** WHAT YOU ARE ASKED TO DO **
Only lines holding "where" are wanted; copy each of them from the records below.
[[ EXTRACTED DATA open ]]
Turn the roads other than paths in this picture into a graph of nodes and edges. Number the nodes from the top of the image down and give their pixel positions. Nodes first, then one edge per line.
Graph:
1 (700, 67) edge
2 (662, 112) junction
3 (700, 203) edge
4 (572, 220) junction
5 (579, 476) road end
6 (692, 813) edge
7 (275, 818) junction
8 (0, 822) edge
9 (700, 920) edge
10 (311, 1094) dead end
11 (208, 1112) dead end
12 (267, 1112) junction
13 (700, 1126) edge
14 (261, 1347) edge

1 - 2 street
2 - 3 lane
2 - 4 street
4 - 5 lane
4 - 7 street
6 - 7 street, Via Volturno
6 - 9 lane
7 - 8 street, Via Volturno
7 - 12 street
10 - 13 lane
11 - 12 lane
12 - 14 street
[[ EXTRACTED DATA closed ]]
[[ EXTRACTED DATA open ]]
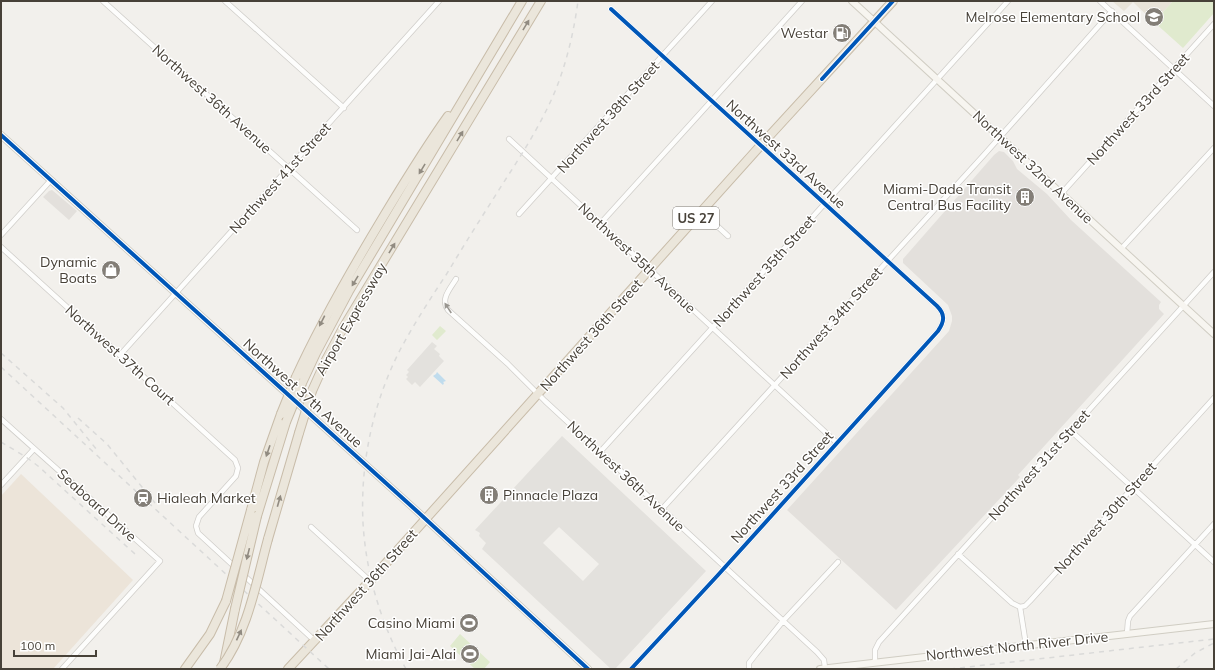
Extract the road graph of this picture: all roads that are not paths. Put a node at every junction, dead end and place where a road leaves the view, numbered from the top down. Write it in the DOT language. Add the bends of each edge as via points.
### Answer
[[ EXTRACTED DATA closed ]]
[[ EXTRACTED DATA open ]]
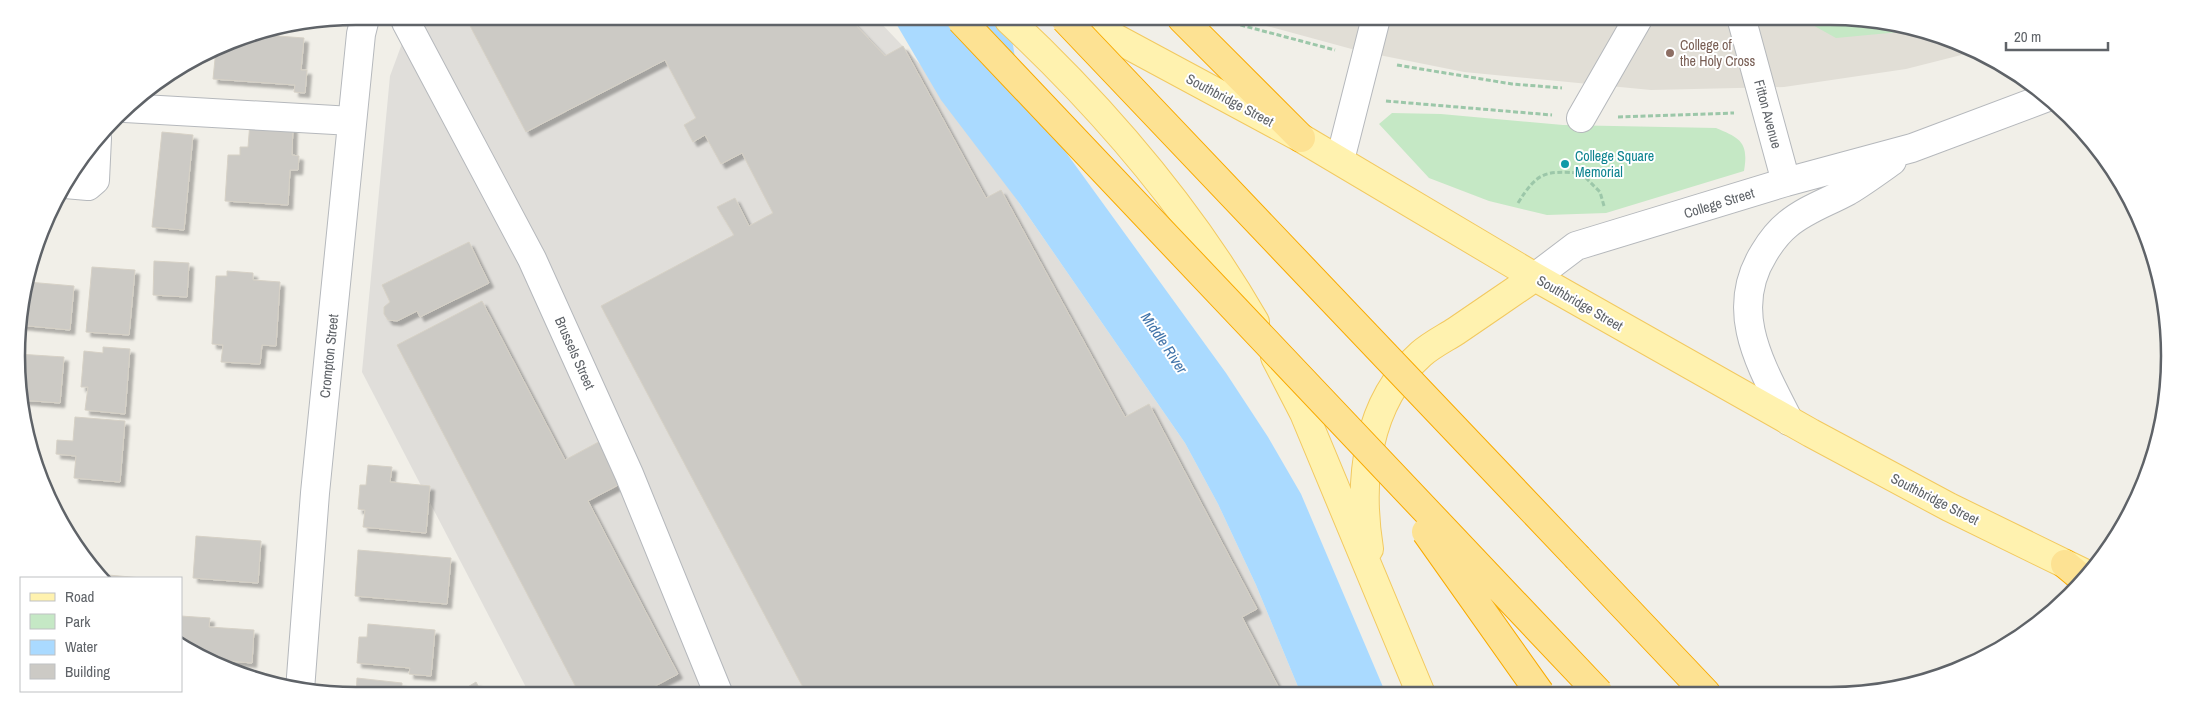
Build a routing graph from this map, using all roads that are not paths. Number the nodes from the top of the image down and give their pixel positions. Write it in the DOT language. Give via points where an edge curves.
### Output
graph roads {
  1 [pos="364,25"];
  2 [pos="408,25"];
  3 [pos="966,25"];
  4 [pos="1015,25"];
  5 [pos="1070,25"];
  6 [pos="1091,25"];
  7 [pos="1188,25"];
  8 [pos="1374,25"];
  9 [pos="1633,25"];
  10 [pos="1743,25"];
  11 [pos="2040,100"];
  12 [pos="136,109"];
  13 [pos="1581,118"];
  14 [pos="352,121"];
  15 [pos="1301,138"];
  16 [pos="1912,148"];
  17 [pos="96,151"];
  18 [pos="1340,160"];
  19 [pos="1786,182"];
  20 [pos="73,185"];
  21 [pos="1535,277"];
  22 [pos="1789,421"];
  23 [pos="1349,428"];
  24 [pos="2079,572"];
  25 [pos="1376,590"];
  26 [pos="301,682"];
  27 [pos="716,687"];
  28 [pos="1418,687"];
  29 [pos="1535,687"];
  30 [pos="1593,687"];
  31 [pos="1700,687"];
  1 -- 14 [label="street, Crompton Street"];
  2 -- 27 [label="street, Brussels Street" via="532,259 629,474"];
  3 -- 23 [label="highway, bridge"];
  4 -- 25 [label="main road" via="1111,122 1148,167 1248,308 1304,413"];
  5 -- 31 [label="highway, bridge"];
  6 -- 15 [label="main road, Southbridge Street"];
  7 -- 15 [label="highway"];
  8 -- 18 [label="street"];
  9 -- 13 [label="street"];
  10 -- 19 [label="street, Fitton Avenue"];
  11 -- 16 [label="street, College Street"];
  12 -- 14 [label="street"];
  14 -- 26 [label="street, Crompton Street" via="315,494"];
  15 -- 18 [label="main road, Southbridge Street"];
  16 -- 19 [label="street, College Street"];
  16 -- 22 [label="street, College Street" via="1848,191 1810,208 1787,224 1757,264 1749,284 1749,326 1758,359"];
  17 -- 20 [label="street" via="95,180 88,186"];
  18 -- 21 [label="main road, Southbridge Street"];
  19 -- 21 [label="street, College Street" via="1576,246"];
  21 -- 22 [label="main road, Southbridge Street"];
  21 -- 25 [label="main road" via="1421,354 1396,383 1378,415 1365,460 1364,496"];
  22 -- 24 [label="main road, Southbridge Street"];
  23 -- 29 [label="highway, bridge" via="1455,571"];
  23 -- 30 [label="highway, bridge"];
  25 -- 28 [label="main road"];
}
[[ EXTRACTED DATA closed ]]
** RESPONSE BOX **
Extract the road graph of this picture: all roads that are not paths. Put a node at every junction, dead end and place where a road leaves the view, numbered from the top down. Write it in the DOT language. Add the bends of each edge as via points.
Build a routing graph from this map, using all roads that are not paths. Number the nodes from the top of the image down and give their pixel positions. Write it in the DOT language. Give via points where an edge curves.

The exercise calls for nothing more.